At Wincanton, W2 (the company’s innovation programme), cloud fulfilment technology, and robotics and automation are three key areas of focus. For example, through W2 Labs we are working with start-ups to deploy modular robotics that plug into existing warehouse infrastructure and digital twins of facilities to simulate processes and maximise efficiency. In parallel, our digital warehouse platform, oneVASTwarehouse.com, is actively unlocking new value for our clients and the UK marketplace.

The beauty of these initiatives is that they work alongside the people that build trust and power supply chains.

Where do you see collaboration heading?

The need for capacity and reducing the cost to serve will be the catalyst for real collaboration.

Many retailers and manufacturers have put a greater focus on collaboration - with clients and even competitors - over the last nine months. We expect more of this to come. Opportunities for collaboration exist in terms of warehouse space, transport fleets and people, and the traditional barriers are breaking down.

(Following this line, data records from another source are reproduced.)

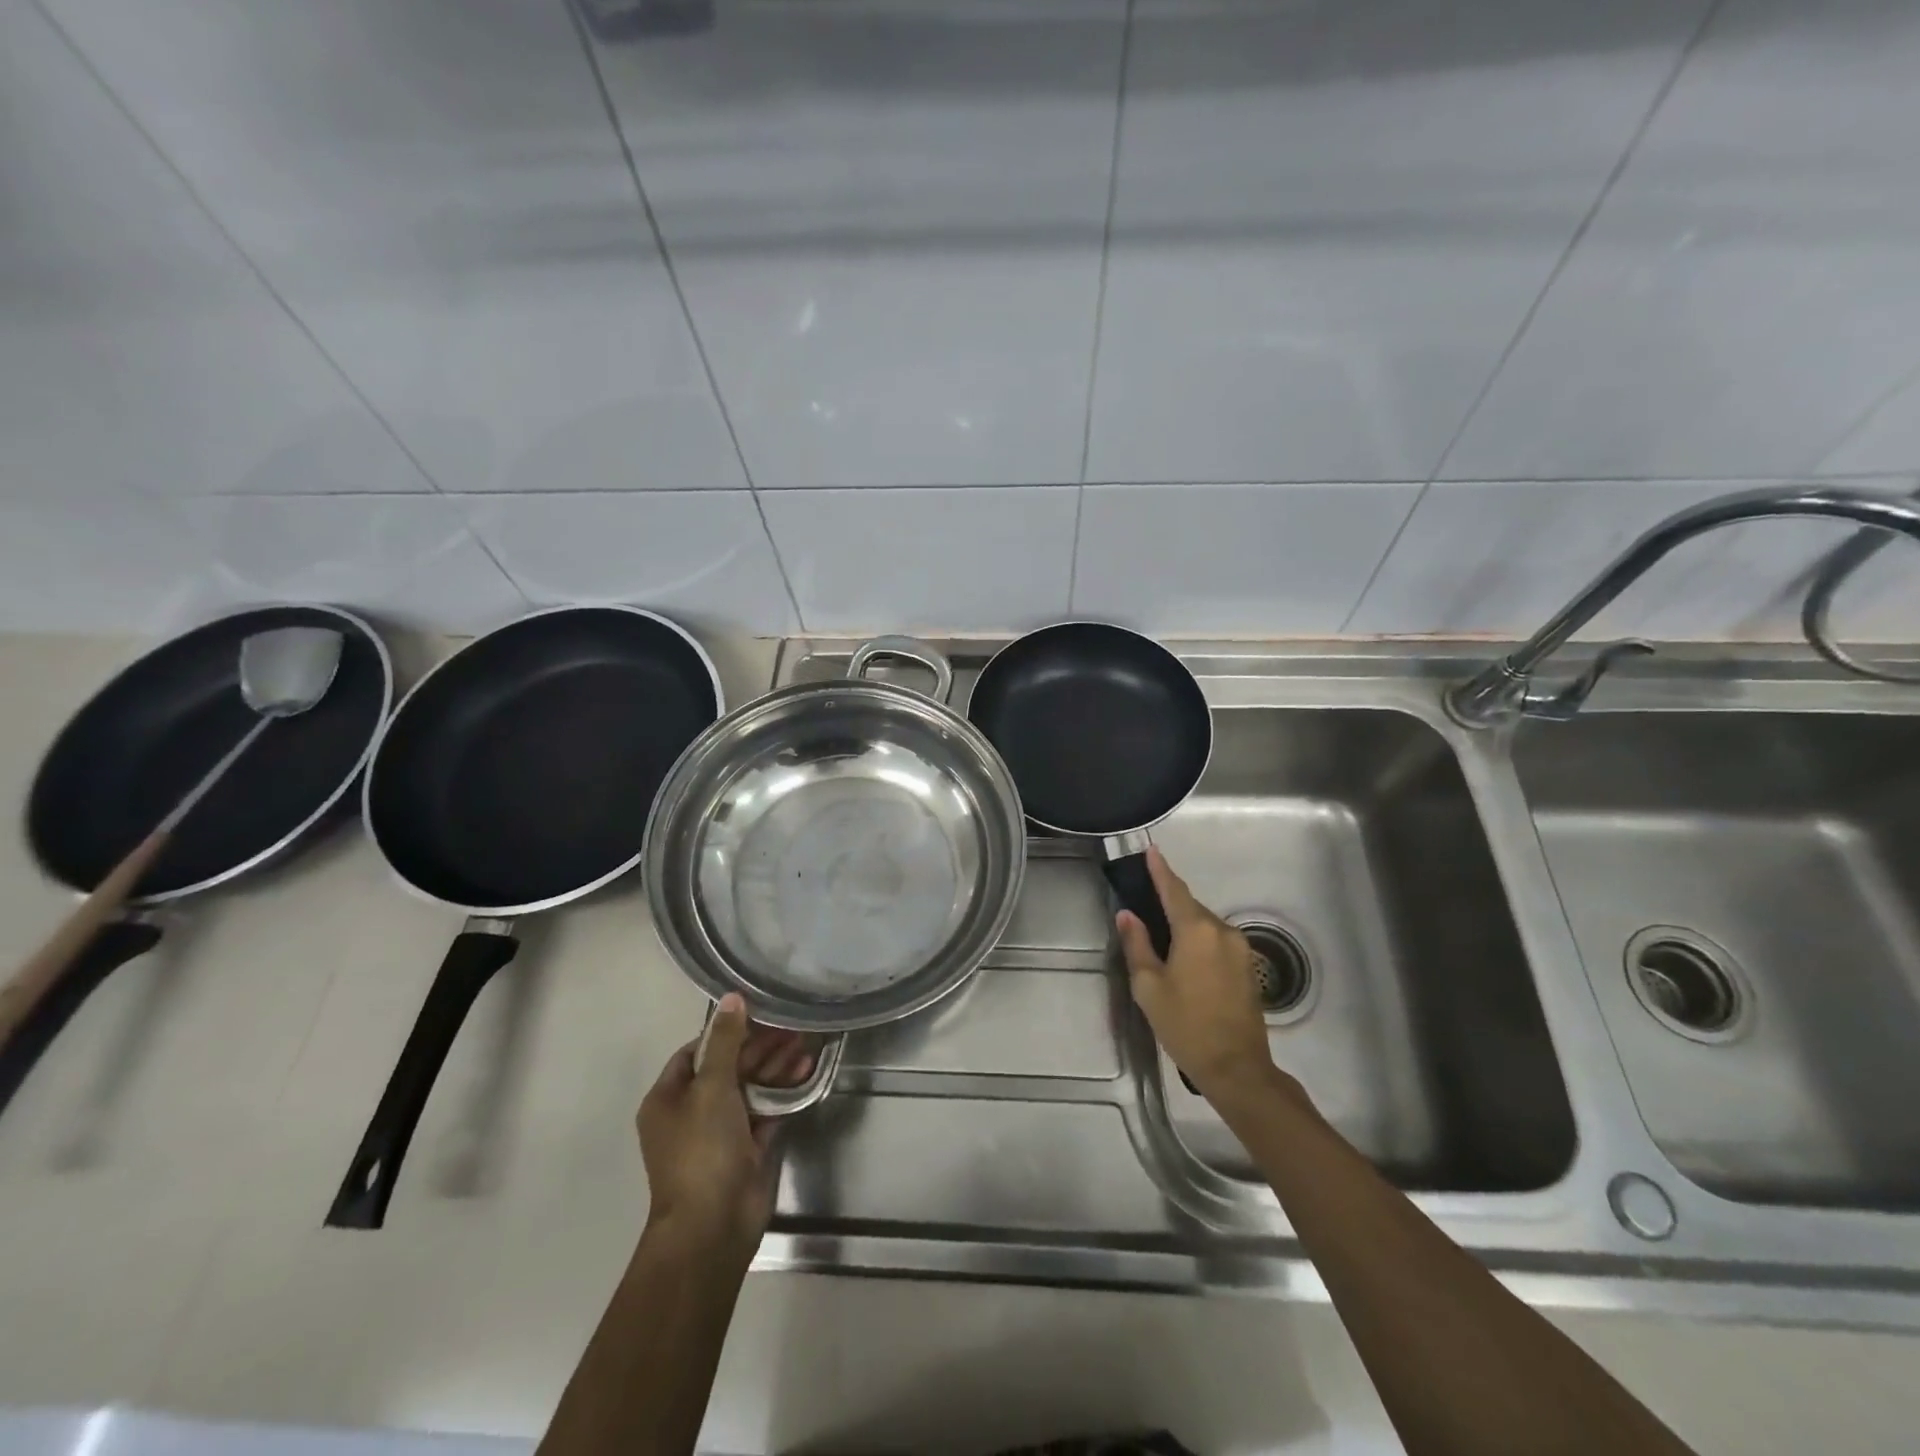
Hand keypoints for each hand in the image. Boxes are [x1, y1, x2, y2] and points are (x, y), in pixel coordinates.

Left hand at [637, 994, 813, 1253]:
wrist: (713, 1226)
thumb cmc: (702, 1149)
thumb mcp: (712, 1087)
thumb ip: (726, 1041)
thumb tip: (732, 998)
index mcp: (668, 1098)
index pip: (696, 1051)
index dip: (725, 1032)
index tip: (758, 1015)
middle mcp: (691, 1112)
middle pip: (728, 1068)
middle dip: (759, 1047)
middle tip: (792, 1027)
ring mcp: (720, 1133)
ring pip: (750, 1088)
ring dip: (775, 1067)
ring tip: (806, 1044)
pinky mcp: (746, 1149)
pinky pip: (765, 1110)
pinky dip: (783, 1092)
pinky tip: (806, 1071)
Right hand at [1118, 847, 1276, 1099]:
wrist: (1237, 1068)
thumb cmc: (1185, 1026)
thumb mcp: (1149, 987)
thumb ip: (1137, 944)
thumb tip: (1127, 915)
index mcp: (1196, 930)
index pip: (1174, 890)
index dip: (1160, 869)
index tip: (1150, 850)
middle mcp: (1222, 931)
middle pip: (1190, 906)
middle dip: (1169, 902)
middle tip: (1145, 904)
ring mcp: (1240, 948)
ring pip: (1205, 924)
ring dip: (1185, 924)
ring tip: (1162, 938)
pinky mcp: (1248, 966)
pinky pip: (1217, 940)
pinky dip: (1199, 939)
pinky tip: (1185, 957)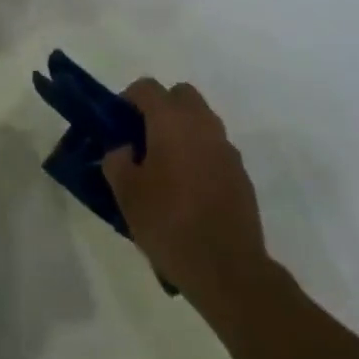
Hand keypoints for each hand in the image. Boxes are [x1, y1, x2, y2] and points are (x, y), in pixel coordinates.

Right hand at [102, 79, 269, 301]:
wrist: (229, 270)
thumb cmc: (170, 223)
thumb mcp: (126, 193)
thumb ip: (116, 160)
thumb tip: (122, 149)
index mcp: (171, 120)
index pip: (146, 88)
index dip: (128, 99)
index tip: (118, 124)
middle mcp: (202, 125)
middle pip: (180, 96)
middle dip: (161, 108)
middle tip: (144, 139)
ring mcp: (226, 149)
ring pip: (201, 121)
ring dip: (183, 132)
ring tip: (166, 168)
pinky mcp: (242, 175)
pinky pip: (215, 150)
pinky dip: (201, 156)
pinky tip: (190, 191)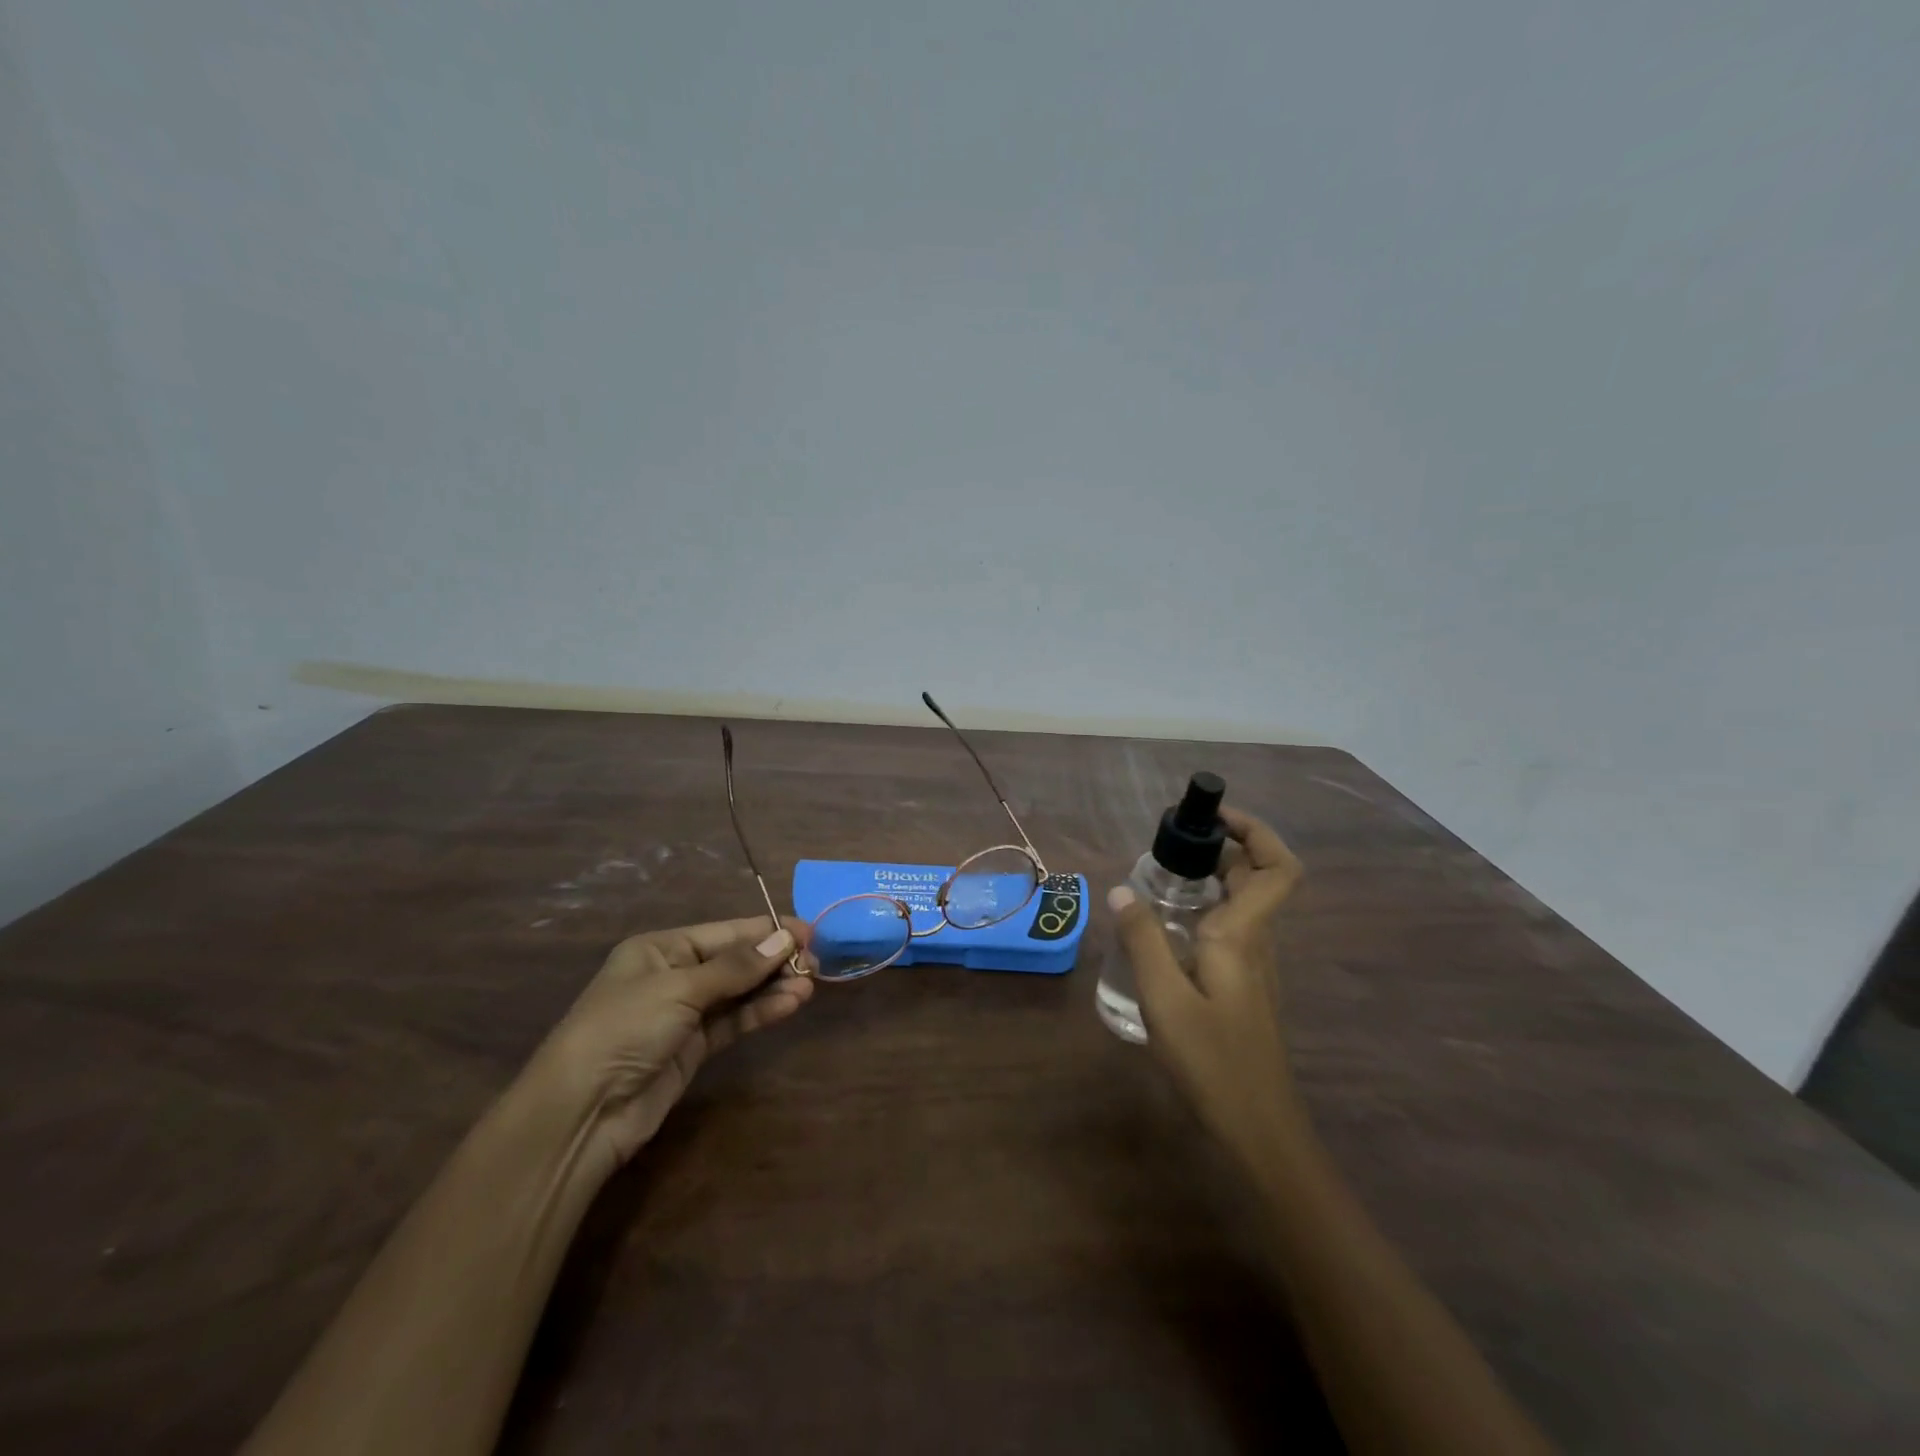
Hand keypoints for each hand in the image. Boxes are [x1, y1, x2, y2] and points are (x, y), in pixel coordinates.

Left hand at [530, 917, 816, 1168]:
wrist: (581, 1113)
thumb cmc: (624, 1029)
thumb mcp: (679, 989)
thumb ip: (736, 967)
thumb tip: (784, 940)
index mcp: (661, 949)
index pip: (725, 932)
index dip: (767, 931)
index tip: (808, 931)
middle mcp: (674, 975)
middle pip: (735, 960)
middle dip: (774, 960)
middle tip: (815, 963)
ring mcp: (684, 1013)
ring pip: (739, 992)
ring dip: (772, 987)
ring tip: (809, 986)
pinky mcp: (693, 1048)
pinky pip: (734, 1021)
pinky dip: (760, 1012)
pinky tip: (789, 1005)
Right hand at [1109, 807, 1304, 1161]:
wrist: (1258, 1130)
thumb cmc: (1213, 1062)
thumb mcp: (1164, 999)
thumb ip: (1142, 940)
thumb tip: (1121, 889)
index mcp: (1243, 935)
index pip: (1277, 867)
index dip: (1256, 831)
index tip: (1212, 817)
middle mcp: (1256, 942)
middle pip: (1256, 878)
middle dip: (1220, 849)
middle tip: (1169, 846)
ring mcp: (1254, 967)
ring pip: (1243, 904)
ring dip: (1211, 879)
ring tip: (1159, 880)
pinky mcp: (1244, 988)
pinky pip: (1231, 930)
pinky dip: (1205, 911)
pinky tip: (1167, 931)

It would not be a shock to see an increase in collaboration with an emphasis on final mile delivery, especially in urban environments. Low emissions zones are a challenge that retailers will face over the coming years, and the consolidation of loads is route likely to increase for both home delivery and store-enabled fulfilment.

We’re also seeing a surge in collaborative retail models – ‘stores within a store’, or ‘brands within a brand’. This is shown by B&Q small stores in Asda facilities. This is a more cost-effective model of smart working, providing value from retail spaces and much-needed footfall.